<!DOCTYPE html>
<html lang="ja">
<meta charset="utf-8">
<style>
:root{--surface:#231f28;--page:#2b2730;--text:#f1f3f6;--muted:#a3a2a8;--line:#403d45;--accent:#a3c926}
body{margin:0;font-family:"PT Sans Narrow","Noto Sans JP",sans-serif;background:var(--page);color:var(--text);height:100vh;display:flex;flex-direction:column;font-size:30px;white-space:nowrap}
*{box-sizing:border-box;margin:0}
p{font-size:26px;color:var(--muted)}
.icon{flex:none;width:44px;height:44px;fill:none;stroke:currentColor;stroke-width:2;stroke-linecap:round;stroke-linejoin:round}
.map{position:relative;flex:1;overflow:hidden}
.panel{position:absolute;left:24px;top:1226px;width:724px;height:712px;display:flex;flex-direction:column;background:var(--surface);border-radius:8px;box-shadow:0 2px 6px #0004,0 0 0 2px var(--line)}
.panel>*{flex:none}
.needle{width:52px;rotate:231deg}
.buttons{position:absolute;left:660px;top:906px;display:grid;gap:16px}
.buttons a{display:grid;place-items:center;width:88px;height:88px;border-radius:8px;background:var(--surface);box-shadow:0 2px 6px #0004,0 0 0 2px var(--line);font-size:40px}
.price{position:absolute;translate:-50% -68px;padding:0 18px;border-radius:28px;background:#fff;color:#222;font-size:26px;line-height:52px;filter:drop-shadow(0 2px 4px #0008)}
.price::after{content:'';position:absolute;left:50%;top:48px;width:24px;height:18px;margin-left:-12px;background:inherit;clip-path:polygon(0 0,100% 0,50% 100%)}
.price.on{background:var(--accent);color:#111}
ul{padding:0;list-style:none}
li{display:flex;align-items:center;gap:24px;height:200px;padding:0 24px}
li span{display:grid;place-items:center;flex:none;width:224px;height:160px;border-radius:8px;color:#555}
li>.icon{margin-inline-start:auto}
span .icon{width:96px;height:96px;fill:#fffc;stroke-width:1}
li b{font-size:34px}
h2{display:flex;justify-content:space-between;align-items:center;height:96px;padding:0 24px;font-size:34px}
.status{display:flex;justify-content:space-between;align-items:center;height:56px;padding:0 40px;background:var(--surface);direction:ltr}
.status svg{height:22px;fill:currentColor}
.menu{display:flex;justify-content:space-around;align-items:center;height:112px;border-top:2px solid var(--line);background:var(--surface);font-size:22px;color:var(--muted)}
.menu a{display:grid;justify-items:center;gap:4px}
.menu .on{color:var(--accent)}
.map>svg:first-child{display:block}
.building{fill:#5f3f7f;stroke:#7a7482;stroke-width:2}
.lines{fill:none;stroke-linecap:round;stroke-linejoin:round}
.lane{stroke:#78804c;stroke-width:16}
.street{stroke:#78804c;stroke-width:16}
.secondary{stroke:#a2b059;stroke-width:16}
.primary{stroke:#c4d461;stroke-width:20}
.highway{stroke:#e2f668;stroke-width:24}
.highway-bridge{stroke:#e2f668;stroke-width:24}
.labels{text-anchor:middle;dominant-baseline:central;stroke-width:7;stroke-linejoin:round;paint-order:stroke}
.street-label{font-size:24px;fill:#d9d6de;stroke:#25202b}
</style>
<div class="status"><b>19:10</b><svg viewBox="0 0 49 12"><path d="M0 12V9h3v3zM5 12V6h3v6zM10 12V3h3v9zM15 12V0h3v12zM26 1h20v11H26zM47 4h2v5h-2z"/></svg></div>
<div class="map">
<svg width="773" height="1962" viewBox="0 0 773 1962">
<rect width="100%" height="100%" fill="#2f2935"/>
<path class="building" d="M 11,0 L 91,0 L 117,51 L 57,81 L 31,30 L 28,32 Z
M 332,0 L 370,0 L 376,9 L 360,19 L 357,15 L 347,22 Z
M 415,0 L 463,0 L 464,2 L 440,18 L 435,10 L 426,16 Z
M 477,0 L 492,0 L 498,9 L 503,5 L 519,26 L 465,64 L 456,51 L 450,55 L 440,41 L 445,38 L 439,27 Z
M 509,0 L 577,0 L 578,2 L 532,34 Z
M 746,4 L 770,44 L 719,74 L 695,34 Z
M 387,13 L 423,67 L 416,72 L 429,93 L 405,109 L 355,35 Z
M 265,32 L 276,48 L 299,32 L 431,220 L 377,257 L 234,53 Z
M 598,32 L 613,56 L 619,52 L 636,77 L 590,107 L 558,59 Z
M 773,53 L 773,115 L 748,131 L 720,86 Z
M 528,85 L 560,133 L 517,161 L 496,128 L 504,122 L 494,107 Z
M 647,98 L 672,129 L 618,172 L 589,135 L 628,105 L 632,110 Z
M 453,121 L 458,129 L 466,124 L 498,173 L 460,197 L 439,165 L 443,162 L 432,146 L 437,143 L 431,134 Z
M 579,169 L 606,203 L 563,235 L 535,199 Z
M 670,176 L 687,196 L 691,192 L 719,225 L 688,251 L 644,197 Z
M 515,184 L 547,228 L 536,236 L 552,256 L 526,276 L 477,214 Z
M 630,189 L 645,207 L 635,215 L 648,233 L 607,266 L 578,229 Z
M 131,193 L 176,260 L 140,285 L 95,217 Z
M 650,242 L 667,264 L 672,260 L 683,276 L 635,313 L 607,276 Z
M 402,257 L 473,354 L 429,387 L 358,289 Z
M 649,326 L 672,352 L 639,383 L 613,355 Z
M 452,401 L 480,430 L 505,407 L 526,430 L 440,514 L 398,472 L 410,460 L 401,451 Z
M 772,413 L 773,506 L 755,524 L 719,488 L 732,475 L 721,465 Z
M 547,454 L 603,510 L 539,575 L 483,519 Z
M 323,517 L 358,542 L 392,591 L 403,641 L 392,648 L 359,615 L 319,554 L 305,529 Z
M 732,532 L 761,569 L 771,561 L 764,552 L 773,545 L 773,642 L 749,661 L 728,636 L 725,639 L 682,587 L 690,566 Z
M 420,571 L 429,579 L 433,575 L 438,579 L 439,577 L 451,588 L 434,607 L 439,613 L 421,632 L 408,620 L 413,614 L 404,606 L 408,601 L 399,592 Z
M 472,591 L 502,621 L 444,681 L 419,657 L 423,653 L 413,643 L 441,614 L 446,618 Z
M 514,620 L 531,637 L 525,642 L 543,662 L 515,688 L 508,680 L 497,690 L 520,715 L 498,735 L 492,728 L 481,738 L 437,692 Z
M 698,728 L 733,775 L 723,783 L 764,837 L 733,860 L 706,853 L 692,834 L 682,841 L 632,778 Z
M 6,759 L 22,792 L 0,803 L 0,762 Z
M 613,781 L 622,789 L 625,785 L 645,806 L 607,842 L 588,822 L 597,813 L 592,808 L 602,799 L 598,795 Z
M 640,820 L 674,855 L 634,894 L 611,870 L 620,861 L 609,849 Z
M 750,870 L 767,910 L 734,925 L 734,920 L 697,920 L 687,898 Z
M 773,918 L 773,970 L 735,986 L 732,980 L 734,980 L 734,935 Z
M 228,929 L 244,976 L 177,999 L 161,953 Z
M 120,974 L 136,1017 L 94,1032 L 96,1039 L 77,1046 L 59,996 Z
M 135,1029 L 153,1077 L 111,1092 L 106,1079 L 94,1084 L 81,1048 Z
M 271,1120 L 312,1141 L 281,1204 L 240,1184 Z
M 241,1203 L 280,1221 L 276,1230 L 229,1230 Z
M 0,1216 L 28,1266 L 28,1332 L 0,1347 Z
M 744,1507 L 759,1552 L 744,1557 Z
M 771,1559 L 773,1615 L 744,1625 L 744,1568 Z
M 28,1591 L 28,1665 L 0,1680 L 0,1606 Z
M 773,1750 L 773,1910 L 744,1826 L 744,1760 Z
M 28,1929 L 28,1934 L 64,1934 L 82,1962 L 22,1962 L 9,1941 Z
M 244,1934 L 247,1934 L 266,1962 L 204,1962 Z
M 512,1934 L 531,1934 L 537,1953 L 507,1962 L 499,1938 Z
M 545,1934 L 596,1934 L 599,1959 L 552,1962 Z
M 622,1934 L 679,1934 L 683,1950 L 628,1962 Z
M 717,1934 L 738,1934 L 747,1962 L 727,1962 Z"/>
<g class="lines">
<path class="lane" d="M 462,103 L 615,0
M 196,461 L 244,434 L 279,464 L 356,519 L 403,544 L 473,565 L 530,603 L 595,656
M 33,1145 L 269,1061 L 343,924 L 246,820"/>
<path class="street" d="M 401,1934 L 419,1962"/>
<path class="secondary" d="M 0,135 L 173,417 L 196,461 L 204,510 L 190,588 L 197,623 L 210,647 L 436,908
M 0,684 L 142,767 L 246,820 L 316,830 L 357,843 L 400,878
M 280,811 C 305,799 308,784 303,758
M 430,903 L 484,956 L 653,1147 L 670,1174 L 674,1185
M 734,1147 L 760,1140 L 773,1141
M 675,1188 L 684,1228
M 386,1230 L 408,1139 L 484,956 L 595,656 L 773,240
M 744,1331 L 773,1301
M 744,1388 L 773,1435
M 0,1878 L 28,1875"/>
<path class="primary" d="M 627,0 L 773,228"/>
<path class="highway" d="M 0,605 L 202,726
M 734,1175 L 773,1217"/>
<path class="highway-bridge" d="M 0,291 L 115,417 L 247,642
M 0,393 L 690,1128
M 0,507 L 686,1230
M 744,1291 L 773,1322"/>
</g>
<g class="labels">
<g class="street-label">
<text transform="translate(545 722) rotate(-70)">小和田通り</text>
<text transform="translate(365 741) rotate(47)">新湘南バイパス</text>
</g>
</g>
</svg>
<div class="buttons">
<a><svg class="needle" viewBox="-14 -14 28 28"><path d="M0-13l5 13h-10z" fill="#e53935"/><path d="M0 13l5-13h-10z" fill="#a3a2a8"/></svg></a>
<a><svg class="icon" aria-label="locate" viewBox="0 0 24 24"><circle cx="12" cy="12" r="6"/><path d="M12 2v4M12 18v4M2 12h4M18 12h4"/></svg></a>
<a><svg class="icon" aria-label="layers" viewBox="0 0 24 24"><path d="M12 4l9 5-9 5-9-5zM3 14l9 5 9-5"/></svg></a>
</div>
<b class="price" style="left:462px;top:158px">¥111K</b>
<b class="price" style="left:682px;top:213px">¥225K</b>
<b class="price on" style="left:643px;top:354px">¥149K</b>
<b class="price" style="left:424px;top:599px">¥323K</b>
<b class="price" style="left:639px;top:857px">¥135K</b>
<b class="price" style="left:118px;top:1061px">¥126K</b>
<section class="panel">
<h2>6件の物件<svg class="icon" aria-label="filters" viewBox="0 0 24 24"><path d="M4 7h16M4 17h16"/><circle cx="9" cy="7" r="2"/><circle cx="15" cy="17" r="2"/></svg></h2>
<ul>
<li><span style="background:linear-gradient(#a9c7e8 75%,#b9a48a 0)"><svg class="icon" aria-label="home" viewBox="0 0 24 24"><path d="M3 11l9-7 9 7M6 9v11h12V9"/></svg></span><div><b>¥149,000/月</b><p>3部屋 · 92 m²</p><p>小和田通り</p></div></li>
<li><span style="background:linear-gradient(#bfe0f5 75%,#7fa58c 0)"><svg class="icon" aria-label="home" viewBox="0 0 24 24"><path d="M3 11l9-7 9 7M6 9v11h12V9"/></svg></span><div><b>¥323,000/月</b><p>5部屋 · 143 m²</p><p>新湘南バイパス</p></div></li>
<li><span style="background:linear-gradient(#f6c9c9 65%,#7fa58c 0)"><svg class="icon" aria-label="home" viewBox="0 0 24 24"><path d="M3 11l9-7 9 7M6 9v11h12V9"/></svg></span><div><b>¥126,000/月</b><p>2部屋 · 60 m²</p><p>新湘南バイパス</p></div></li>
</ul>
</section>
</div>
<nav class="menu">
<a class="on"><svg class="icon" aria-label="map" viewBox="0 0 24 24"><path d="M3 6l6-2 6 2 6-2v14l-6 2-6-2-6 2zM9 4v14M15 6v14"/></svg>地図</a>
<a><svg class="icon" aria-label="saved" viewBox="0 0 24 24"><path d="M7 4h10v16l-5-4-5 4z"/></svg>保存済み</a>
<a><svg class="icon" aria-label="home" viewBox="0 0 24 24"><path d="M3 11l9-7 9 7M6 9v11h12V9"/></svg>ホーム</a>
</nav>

= = = =

The task ▸ Give the count of lines in the material containing "padding". The reply is that number alone.

Written response ▸ 5